Here's the thing: my biological clock is broken. I love my nieces and nephews and my friends' kids, but I have no desire to spawn my own. The ticking of MacGyver's biological clock is nearly deafening. It's a sad point of contention, and if anything ends our relationship, it's this.

So. Every time this woman asks me about subletting my womb, it is a pointed stick to my heart. No, Lady, I am not pregnant. I may never be pregnant. And there's a chance the love of my life may someday leave me because of it.

To amuse myself, while I avoid her I think of things I would like to say, but am too polite to say out loud.

She asks, "When are you going to have babies?" and I mentally reply:
-"No hablo ingl├ęs."
-"When I run out of 2-for-1 abortion coupons."
-"When I run out of wire coat hangers."
-"I'm barren, and your question deadens my soul."
-"Shut the fuck up."
-"When sleep and money lose their appeal."
-"When the novelty of aborting them wears off."
-"When I'm too drunk to remember the condom."
-"When the black market price of blue-eyed infants plummets."
-No words.
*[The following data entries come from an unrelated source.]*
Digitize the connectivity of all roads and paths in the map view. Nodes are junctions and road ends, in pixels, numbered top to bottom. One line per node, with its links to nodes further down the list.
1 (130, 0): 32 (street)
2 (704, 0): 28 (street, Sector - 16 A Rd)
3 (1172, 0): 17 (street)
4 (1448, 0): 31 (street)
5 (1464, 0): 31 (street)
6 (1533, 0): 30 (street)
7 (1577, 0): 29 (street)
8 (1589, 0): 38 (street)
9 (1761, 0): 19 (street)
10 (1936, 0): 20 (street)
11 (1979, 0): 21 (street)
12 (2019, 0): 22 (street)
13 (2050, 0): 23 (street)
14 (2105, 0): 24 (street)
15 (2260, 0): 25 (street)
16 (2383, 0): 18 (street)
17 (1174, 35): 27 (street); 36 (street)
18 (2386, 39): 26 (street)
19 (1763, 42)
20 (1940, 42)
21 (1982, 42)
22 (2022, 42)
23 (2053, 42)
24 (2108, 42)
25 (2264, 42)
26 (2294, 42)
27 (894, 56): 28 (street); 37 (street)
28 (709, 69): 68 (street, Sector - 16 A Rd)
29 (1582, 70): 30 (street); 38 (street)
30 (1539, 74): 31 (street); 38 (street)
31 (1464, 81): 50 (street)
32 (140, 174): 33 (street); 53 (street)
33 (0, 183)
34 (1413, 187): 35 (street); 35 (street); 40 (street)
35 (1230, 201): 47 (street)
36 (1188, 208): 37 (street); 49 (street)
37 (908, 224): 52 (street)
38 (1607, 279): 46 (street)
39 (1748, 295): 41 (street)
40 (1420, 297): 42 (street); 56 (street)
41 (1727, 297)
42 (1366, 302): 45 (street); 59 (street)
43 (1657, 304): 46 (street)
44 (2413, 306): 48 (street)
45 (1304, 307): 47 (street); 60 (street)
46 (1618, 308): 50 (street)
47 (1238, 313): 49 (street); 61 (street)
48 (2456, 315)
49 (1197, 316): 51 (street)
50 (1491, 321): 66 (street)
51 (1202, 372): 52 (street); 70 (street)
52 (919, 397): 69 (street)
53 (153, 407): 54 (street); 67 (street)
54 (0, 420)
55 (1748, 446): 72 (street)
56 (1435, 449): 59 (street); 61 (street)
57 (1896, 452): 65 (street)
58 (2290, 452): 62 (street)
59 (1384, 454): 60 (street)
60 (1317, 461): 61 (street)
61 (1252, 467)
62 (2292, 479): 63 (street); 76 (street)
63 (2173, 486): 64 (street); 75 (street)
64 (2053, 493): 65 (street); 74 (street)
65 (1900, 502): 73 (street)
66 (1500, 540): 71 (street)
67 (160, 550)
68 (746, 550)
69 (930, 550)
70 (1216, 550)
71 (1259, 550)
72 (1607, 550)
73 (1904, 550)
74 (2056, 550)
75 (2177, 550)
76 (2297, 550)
Just a swift punch to the throat.
-"AFTER YOU DIE."

Monday, November 1, 2010

Liquid Sin

I was the perfect daughter.

Mostly.

During my teenage years, I made the effort to not misbehave, ever. My motivation came from my mother's rare and unpredictable illness. Seriously. Do you know what agnogenic myeloid metaplasia is? Of course you don't. She had a lot of ups and downs, and I was riddled with fear that I might do something to disappoint her, and then she'd die, and she'd die disappointed in me.

It was horrible. Also irrational. But real.

Anyway, I never ever broke curfew, smoked, drank,* backtalked, argued, had sex, talked on the phone too long, or ignored schoolwork. I flossed, went to mass, studied hard, followed the rules, and smothered my desire to give Doug a concussion with my biology textbook because that would be wrong despite how vindictively satisfying I knew - nay, fantasized - it would feel.

However. There was a major point of contention between my father and me. It inspired the closest thing to arguments I ever had with a parent. I protested on my behalf when confronted. I indulged in it behind his back. And the vice behind all of this?

Orange juice.

I drank orange juice by the glassful every day, sometimes twice a day. Dad did not approve. He said I shouldn't drink an entire glass of it, I should use a juice glass. And if I was still thirsty, I could have water. What he called a juice glass was a pimento-cheese spread jar. It held four measly ounces. I pointed out that a serving size was EIGHT, and it said so on the label. I left out the fact that I drank two to four times that amount daily. He told me it was too expensive. Apparently, orange juice is made of liquid platinum and the tears of baby unicorns. And that is why it cost an entire six dollars per bottle.

After he made noise about how he couldn't support my habit, I'd mutter "Fine" and act like I repented, but on the inside I was all "Give me orange juice or give me death!."

Later, I'd drink all the damn OJ I wanted. When I ran out, mom bought more. Repeat. Because I was just that kind of rebel.



*Except when my brother gave me that Apple Jack when my parents were out of town. It doesn't count if your big brother gives it to you, right?